> _EXERCISE_: Anywhere the string "достижений" shows up in the listing below, copy the line it is in.

> _RECORDS TO PROCESS_:
● ● ● ● ●
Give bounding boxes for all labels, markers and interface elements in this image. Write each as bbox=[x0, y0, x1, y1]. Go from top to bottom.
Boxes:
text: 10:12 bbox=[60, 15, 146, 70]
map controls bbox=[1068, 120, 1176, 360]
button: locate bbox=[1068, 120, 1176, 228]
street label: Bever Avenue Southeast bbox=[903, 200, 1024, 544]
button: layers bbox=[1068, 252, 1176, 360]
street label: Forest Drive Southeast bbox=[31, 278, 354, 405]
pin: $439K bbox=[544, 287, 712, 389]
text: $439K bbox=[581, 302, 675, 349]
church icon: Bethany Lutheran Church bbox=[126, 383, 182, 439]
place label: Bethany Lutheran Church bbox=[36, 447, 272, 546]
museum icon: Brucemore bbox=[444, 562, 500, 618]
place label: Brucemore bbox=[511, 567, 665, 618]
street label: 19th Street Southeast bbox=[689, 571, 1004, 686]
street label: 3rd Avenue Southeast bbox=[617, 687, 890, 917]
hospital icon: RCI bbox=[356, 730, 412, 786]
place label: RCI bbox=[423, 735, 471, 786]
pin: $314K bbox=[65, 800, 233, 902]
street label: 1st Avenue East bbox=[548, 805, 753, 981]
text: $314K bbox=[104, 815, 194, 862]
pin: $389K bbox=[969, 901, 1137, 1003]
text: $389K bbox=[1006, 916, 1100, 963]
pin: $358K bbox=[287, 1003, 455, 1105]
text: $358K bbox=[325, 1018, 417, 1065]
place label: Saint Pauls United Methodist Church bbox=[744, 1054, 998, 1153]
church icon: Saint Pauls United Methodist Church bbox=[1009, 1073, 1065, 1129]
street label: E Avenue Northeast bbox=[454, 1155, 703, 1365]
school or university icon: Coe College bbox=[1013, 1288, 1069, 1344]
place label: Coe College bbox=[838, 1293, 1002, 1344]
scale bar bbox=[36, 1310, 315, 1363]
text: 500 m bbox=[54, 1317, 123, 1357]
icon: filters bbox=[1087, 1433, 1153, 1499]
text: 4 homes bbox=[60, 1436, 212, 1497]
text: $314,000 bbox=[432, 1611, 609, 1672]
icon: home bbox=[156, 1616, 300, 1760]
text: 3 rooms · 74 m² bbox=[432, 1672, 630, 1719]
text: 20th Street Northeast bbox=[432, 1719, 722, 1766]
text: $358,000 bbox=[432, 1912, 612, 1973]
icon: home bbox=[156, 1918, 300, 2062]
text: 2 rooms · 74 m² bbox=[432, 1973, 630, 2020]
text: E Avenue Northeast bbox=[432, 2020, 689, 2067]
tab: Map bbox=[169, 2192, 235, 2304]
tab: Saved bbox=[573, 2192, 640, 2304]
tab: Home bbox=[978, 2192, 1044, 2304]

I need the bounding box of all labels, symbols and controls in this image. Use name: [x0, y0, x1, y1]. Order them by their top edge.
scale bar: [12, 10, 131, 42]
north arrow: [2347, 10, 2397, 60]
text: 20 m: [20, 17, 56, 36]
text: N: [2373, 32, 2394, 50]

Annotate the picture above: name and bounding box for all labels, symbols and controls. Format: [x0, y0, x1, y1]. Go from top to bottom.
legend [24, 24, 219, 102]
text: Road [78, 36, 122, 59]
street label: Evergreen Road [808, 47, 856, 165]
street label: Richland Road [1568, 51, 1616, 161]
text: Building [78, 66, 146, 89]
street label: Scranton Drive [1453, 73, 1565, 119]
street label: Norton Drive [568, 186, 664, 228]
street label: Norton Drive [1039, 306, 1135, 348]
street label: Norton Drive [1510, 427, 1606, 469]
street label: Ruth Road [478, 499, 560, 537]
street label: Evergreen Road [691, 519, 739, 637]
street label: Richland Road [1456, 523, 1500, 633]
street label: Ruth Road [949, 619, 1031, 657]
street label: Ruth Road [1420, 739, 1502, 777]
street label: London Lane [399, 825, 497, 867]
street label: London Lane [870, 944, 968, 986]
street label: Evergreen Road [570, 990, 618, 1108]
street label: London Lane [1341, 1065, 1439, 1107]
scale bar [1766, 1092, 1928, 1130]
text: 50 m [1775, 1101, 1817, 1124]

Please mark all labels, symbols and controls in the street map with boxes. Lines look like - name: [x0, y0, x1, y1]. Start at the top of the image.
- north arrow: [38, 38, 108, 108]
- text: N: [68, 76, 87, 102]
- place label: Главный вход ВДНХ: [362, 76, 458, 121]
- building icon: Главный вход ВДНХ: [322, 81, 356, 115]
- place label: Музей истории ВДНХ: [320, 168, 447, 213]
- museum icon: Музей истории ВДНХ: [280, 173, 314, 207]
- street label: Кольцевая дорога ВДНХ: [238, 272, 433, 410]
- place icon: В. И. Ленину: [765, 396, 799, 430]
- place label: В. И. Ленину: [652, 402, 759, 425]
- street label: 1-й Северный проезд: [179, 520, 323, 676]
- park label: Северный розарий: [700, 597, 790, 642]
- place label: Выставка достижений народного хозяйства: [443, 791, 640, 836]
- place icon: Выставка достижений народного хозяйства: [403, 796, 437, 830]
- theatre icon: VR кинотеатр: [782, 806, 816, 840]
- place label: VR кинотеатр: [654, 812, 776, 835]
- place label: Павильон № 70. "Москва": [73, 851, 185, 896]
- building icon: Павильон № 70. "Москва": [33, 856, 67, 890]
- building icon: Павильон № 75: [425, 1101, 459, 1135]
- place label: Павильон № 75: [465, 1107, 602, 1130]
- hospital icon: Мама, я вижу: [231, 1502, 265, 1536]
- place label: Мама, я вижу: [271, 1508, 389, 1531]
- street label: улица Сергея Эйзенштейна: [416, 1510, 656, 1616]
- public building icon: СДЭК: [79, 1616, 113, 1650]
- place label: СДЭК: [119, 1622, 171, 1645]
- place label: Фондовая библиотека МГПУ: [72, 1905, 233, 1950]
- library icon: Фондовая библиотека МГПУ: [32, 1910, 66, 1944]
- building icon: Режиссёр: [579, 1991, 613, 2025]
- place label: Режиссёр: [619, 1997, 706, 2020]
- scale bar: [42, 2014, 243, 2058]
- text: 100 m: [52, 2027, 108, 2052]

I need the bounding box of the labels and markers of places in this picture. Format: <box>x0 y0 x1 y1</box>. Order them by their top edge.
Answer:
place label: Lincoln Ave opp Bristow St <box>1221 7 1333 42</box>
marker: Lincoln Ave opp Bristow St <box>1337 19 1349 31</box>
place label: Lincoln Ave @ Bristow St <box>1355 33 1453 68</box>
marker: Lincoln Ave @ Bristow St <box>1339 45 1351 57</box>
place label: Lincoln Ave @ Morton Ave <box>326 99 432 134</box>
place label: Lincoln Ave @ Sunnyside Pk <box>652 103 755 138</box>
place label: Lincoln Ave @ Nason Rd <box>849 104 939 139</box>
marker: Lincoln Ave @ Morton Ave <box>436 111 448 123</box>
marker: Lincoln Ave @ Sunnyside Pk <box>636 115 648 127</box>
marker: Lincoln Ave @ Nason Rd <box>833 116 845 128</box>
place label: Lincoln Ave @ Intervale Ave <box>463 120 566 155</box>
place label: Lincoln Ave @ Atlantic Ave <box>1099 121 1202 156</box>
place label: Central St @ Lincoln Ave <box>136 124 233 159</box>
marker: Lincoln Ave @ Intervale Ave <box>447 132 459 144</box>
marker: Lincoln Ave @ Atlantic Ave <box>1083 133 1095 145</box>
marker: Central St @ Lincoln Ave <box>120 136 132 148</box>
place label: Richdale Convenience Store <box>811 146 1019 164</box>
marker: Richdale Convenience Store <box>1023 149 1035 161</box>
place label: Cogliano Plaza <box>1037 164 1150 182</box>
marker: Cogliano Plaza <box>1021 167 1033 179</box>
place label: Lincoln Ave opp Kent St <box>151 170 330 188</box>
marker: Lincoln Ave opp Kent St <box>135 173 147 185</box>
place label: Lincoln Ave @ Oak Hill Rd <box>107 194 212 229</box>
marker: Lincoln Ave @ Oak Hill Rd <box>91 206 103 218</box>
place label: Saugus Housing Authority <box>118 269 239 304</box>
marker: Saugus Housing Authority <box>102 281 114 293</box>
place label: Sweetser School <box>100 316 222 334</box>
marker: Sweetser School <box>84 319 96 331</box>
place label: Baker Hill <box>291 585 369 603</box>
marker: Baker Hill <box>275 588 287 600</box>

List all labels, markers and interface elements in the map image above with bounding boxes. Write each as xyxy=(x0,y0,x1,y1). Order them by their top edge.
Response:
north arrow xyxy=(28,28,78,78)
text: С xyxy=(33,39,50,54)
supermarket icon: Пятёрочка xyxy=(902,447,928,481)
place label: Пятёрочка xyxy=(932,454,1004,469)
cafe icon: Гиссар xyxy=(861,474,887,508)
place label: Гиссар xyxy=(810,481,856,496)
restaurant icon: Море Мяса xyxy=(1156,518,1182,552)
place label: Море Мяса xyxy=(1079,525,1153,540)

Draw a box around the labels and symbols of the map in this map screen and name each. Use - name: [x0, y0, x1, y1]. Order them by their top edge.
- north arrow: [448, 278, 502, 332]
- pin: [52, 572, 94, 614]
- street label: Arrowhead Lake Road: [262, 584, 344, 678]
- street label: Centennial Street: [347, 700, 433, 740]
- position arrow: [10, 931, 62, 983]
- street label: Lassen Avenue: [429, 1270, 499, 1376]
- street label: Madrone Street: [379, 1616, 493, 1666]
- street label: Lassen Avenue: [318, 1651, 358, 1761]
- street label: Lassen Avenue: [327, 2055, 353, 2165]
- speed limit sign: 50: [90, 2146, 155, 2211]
● ● ● ● ●
> _EXERCISE OUTPUT_:
- place label: Выставка достижений народного хозяйства: [443, 791, 640, 836]
- place icon: Выставка достижений народного хозяйства: [403, 796, 437, 830]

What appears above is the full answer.